* **Brief**
Copy out every line from the records that includes "ABBEY".

* **Information given**
▼▼▼
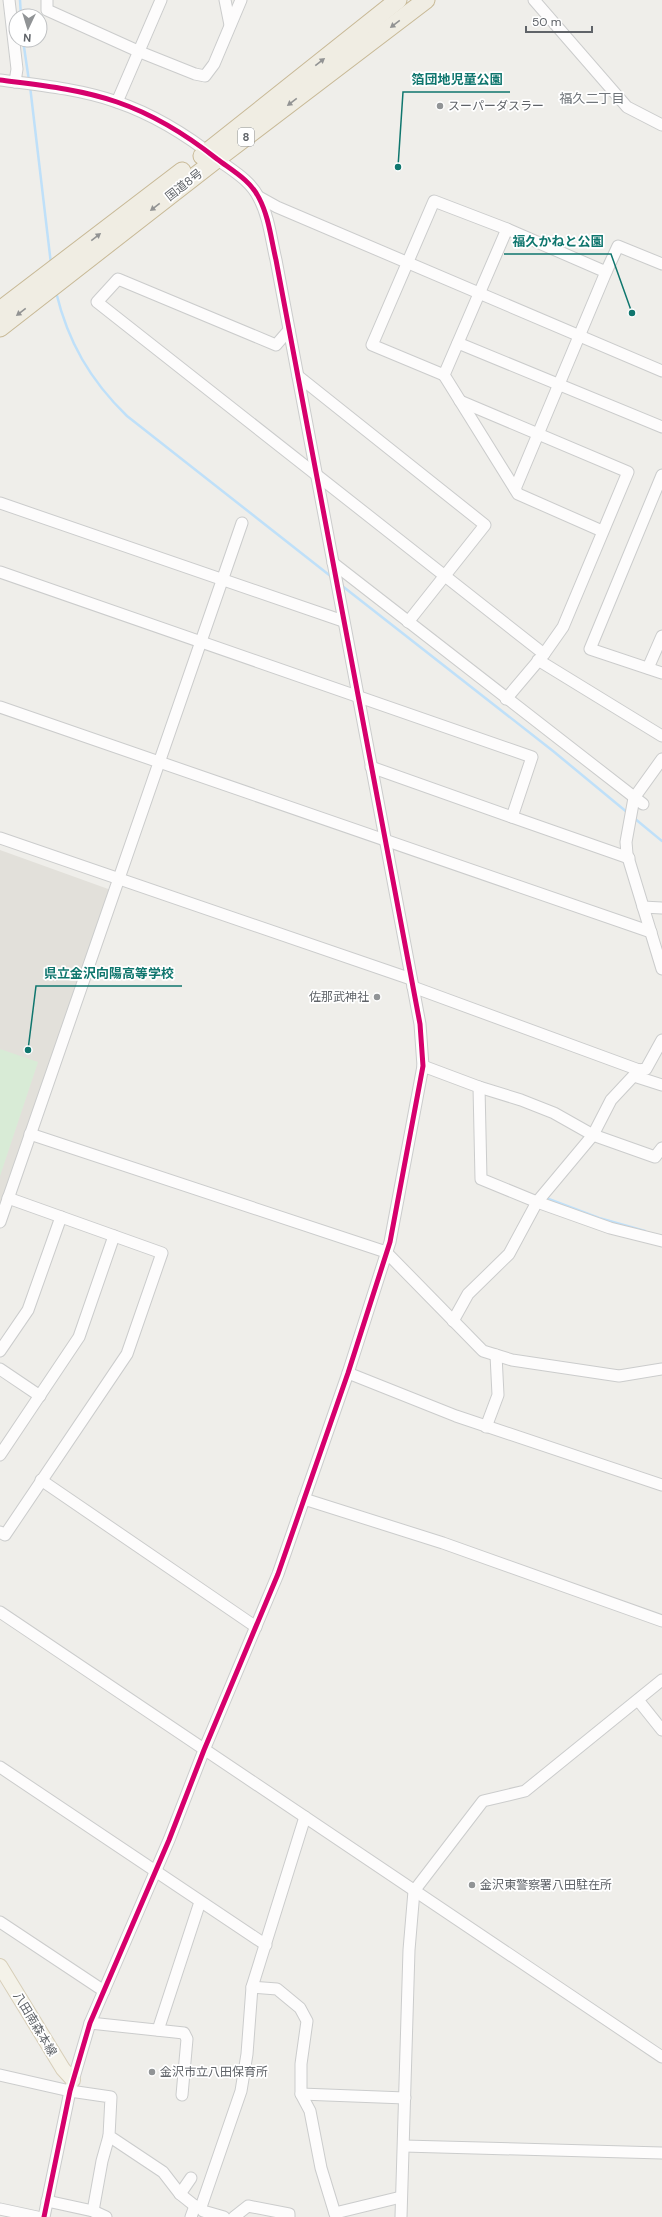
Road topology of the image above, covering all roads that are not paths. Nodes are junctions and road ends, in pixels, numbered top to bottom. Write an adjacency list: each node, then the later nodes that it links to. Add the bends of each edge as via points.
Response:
1 (9, 0): 12 (street, via 17,69)
2 (47, 0): 10 (street, via 47,10)
3 (161, 0): 10 (street)
4 (225, 0): 9 (street)
5 (241, 0): 9 (street)
6 (398, 0): 15 (highway, 国道8号 / 8, one-way to 6)
7 (426, 0): 15 (highway, 国道8号 / 8, one-way to 15)
8 (534, 0): 14 (street, via 627,107)
9 (230, 25): 10 (street, via 214,64 205,76)
10 (140, 52): 13 (street)
11 (0, 80): 12 (street)
12 (23, 83): 13 (street)
13 (117, 102): 15 (street, via 162,123)
14 (662, 125)
15 (212, 155): 16 (street, via 246,180); 21 (highway, 国道8号 / 8)
16 (259, 197): 18 (street); 25 (street, via 267,218)
17 (507, 229): 18 (street, via 434,201); 20 (street); 22 (street)
18 (407, 262): 22 (street); 29 (street, via 372,345)
19 (662, 264): 20 (street, via 618,246)
20 (606, 272): 26 (street)
21 (40, 288): 23 (highway, 国道8号 / 8); 24 (highway, 国道8号 / 8, one-way to 24)
22 (480, 293): 26 (street); 27 (street)
23 (0, 310)
24 (0, 328)
25 (289, 330): 30 (street); 35 (street, via 276,345 118,279 97,302)
26 (580, 335): 28 (street); 31 (street)
27 (458, 343): 29 (street); 31 (street)
28 (662, 371)
29 (444, 375): 32 (street)
30 (298, 376): 35 (street); 43 (street, via 485,525)
31 (560, 385): 33 (street); 34 (street)
32 (460, 401): 34 (street); 37 (street)
33 (662, 427)
34 (539, 435): 37 (street); 40 (street, via 628,472)
35 (315, 474): 41 (street); 43 (street)
36 (662, 475): 50 (street, via 590,649)
37 (515, 489): 40 (street, via 518,494)
38 (0, 503): 44 (street)
39 (242, 523): 44 (street)
40 (602, 531): 49 (street, via 563,627)
41 (333, 565): 45 (street); 46 (street)
42 (0, 572): 48 (street)
43 (446, 576): 46 (street); 49 (street)
44 (222, 578): 45 (street); 48 (street)
45 (344, 621): 52 (street)
46 (408, 622): 53 (street)
47 (662, 636): 50 (street)
48 (200, 641): 52 (street); 57 (street)
49 (541, 657): 53 (street); 55 (street)
50 (648, 668): 51 (street)
51 (662, 673)
52 (358, 695): 58 (street); 60 (street, via 532,757)
53 (506, 699): 59 (street)
54 (0, 707): 57 (street)
55 (662, 736)
56 (662, 759): 59 (street)
57 (158, 762): 62 (street); 64 (street)
58 (371, 767): 60 (street); 62 (street)
59 (637, 801): 63 (street, via 626,842)
60 (512, 817): 63 (street)
61 (0, 838): 64 (street)
62 (385, 842): 67 (street); 69 (street)
63 (629, 858): 65 (street)
64 (117, 879): 69 (street); 75 (street)
65 (643, 907): 66 (street); 67 (street)
66 (662, 908)
67 (651, 932): 68 (street)
68 (662, 969)
69 (412, 983): 71 (street, via 420,1024); 72 (street)
70 (662, 1040): 72 (street, via 646,1069)
71 (423, 1066): 74 (street); 84 (street)
72 (637, 1073): 73 (street); 76 (street, via 611,1100)
73 (662, 1085)
74 (479, 1087): 76 (street, via 554,1113); 79 (street, via 481,1179)
75 (30, 1134): 78 (street); 84 (street)
76 (593, 1135): 77 (street, via 655,1157); 79 (street)
77 (662, 1148)
78 (8, 1198): 80 (street); 81 (street)
79 (537, 1202): 83 (street, via 610,1228); 85 (street, via 509,1254 468,1294)
80 (61, 1217): 82 (street); 86 (street, via 28,1310)
81 (0, 1222)
82 (114, 1236): 91 (street, via 79,1337); 94 (street, via 162,1253 127,1354)
83 (662, 1241)
84 (386, 1252): 85 (street); 90 (street)
85 (453, 1321): 87 (street, via 483,1351)
86 (0, 1351)
87 (496, 1355): 89 (street, via 512,1360 619,1376); 92 (street, via 498,1395)
88 (0, 1369): 91 (street)
89 (662, 1369)
90 (348, 1372): 92 (street); 96 (street)
91 (40, 1396): 93 (street)
92 (486, 1427): 95 (street)
93 (0, 1455)
94 (42, 1480): 97 (street, via 5,1535); 100 (street)
95 (662, 1485)
96 (304, 1499): 99 (street, via 443,1543); 100 (street)
97 (0, 1532)
98 (0, 1612): 104 (street)
99 (662, 1622)
100 (256, 1627): 104 (street)
101 (662, 1680): 102 (street)
102 (638, 1700): 103 (street); 108 (street, via 525,1791 483,1802)
103 (662, 1730)
104 (204, 1750): 106 (street); 107 (street)
105 (0, 1767): 107 (street)
106 (305, 1818): 108 (street); 111 (street)
107 (155, 1872): 109 (street); 114 (street)
108 (414, 1892): 117 (street); 122 (street, via 409,1950)
109 (200, 1902): 111 (street); 116 (street)
110 (0, 1922): 114 (street)
111 (266, 1945): 113 (street)
112 (0, 1966): 119 (main road, 八田南森本線)
113 (252, 1987): 120 (street, via 277,1989 300,2008 307,2020 301,2064); 130 (street, via 247,2054 240,2091)
114 (104, 1991): 115 (street)
115 (90, 2023): 116 (street); 119 (street)
116 (158, 2030): 121 (street, via 184,2033 188,2039)
117 (662, 2057)
118 (0, 2075): 119 (street)
119 (72, 2086): 123 (street, via 111,2097); 129 (street)
120 (301, 2094): 122 (street); 133 (street, via 310,2111 321,2168)
121 (182, 2095)
122 (405, 2098): 124 (street)
123 (110, 2136): 127 (street, via 163,2172); 132 (street, via 102,2161)
124 (404, 2146): 125 (street); 128 (street)
125 (662, 2153)
126 (191, 2178): 127 (street)
127 (180, 2194): 130 (street)
128 (401, 2197): 133 (street); 141 (street)
129 (47, 2201): 132 (street); 135 (street)
130 (198, 2206): 137 (street); 138 (street, via 203,2211)
131 (0, 2209): 134 (street)
132 (93, 2211): 136 (street)
133 (336, 2215)
134 (38, 2217)
135 (44, 2217)
136 (106, 2217)
137 (191, 2217)
138 (224, 2217)
139 (234, 2217): 140 (street, via 248,2206 289,2214)
140 (289, 2217)
141 (400, 2217)

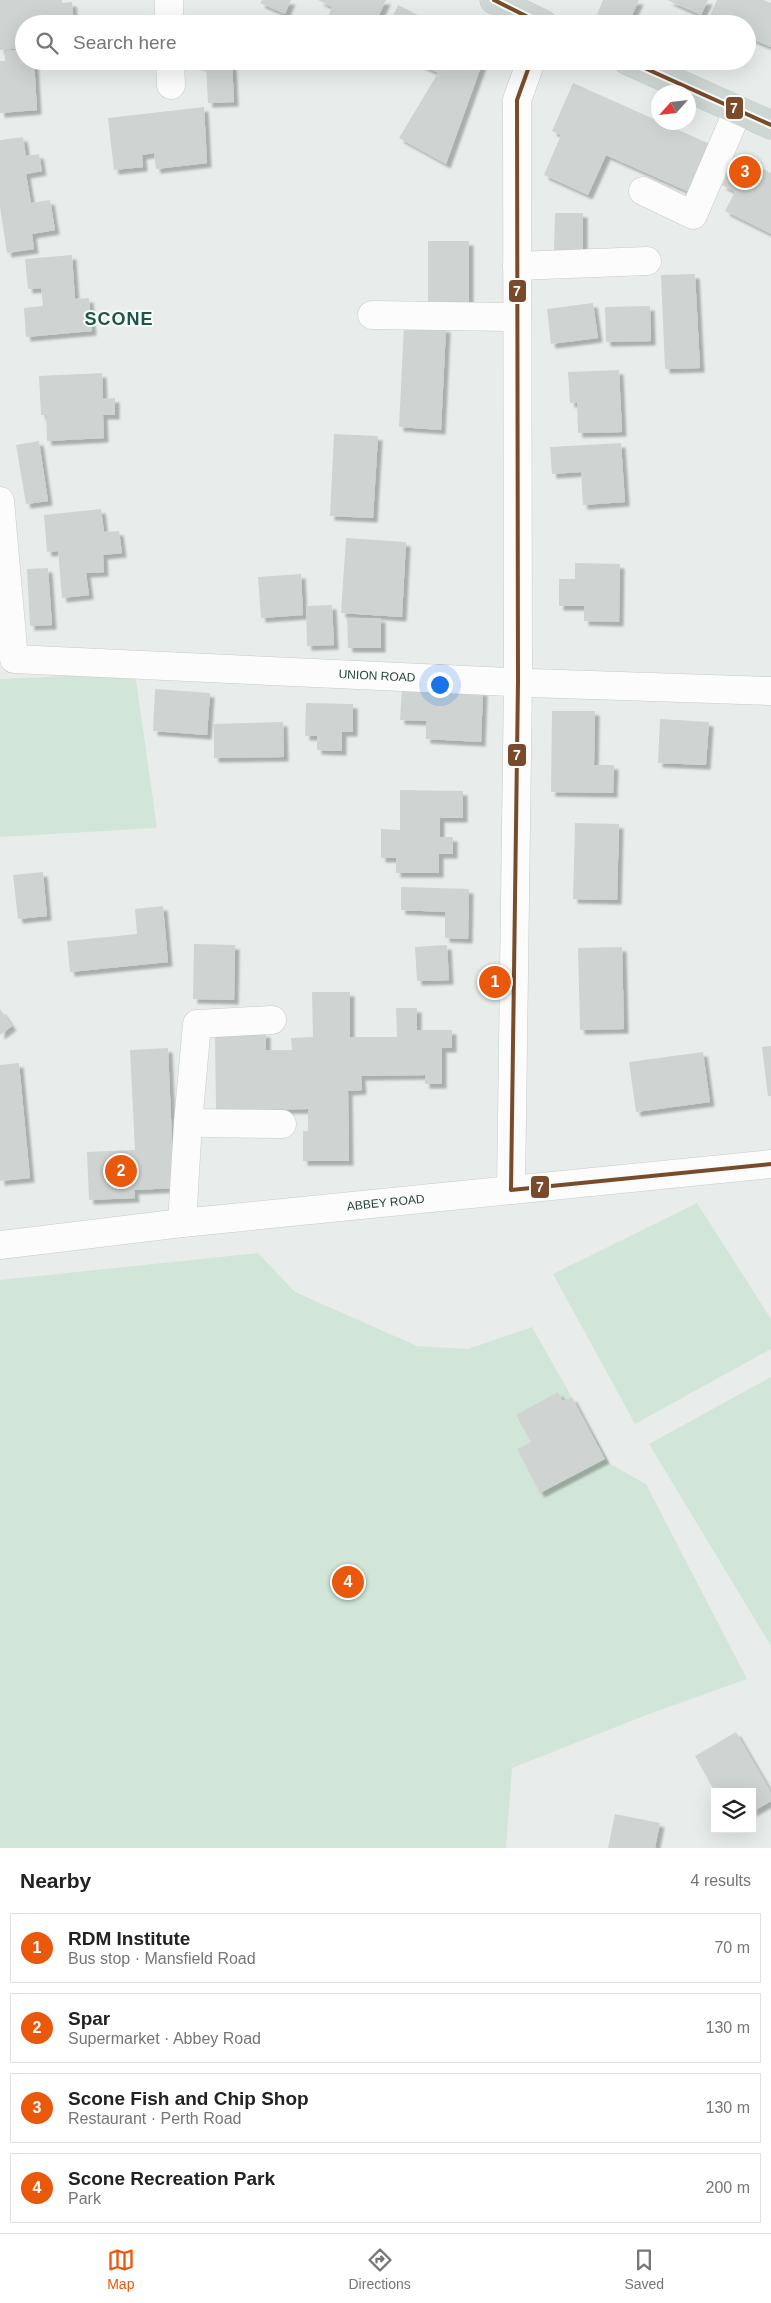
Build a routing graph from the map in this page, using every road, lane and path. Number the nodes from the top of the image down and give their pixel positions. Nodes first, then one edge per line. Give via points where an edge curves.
1 (169, 0) edge
2 (494, 0) edge
3 (169, 15) edge
4 (525, 15) edge
5 (528, 70) edge
6 (648, 70) edge
7 (738, 110) junction
8 (771, 125) edge
9 (643, 191) dead end
10 (647, 261) dead end
11 (517, 266) junction
12 (372, 315) dead end
13 (517, 317) junction
14 (0, 501) edge
15 (518, 682) junction
16 (771, 692) edge
17 (272, 1020) dead end
18 (188, 1123) junction
19 (282, 1124) dead end
20 (771, 1164) edge
21 (512, 1190) junction
22 (182, 1223) junction
23 (0, 1244) edge

1 - 3 street
2 - 4 main road
5 - 11 street via 517,100
6 - 7 main road
7 - 8 main road
7 - 9 street via 693,216
10 - 11 street
11 - 13 street
12 - 13 street
13 - 15 street
14 - 15 street, UNION ROAD via 14,659
15 - 16 street, UNION ROAD
15 - 21 street
17 - 18 street via 197,1024
18 - 19 street
18 - 22 street
20 - 21 street, ABBEY ROAD
21 - 22 street, ABBEY ROAD
22 - 23 street, ABBEY ROAD

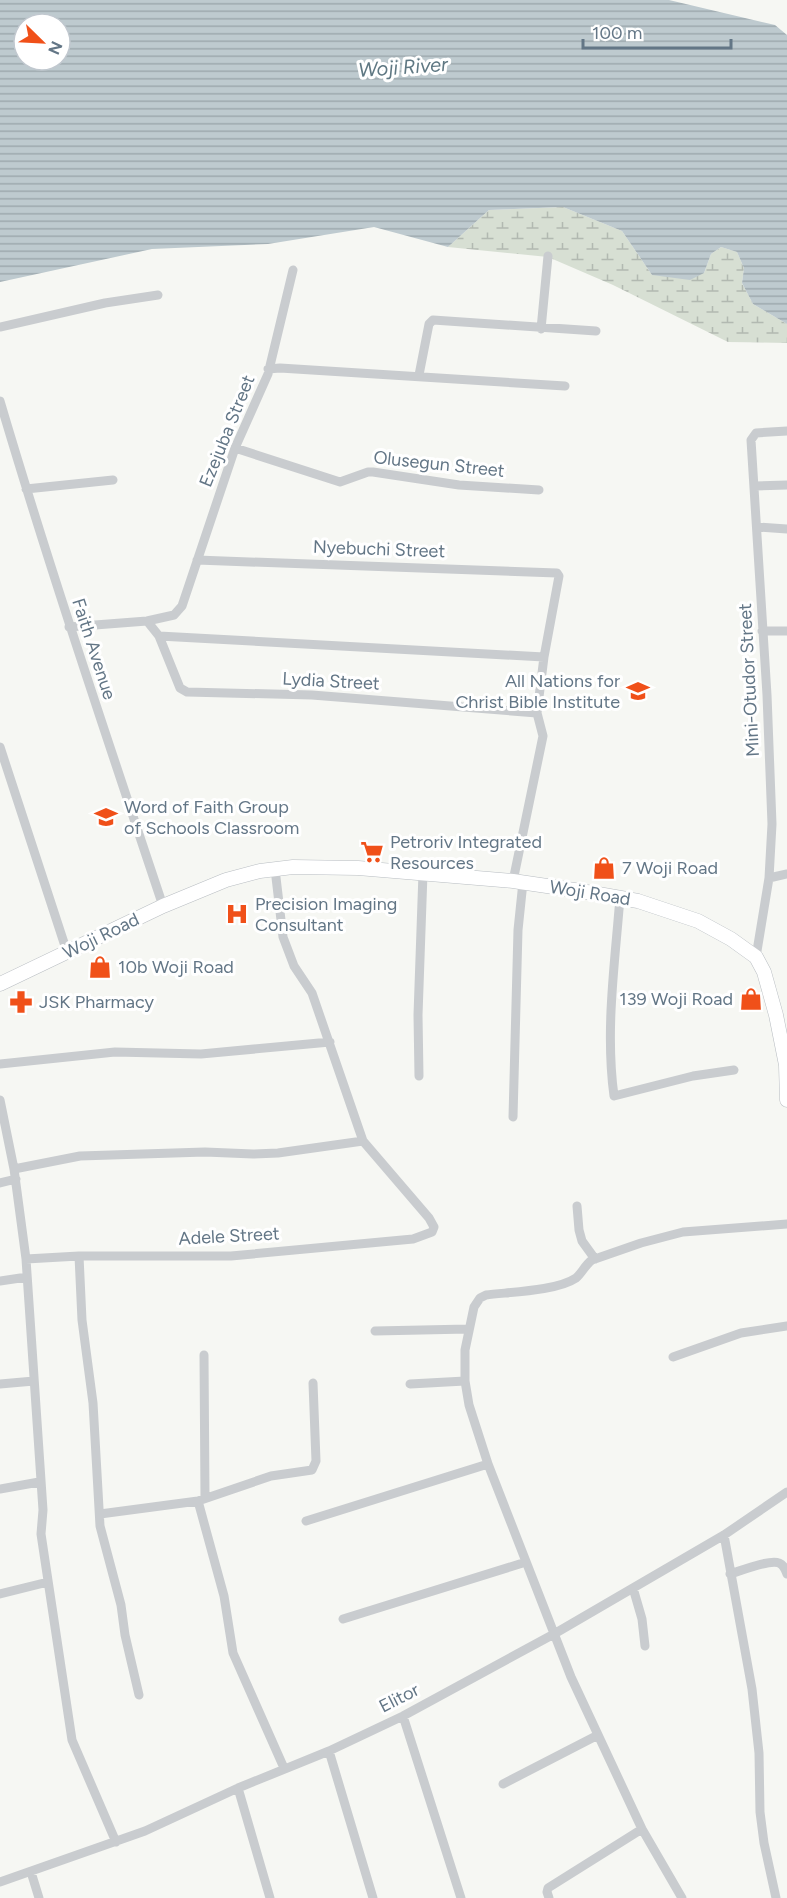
▲▲▲
* **Solution**
20 - 21 street, ABBEY ROAD
21 - 22 street, ABBEY ROAD
22 - 23 street, ABBEY ROAD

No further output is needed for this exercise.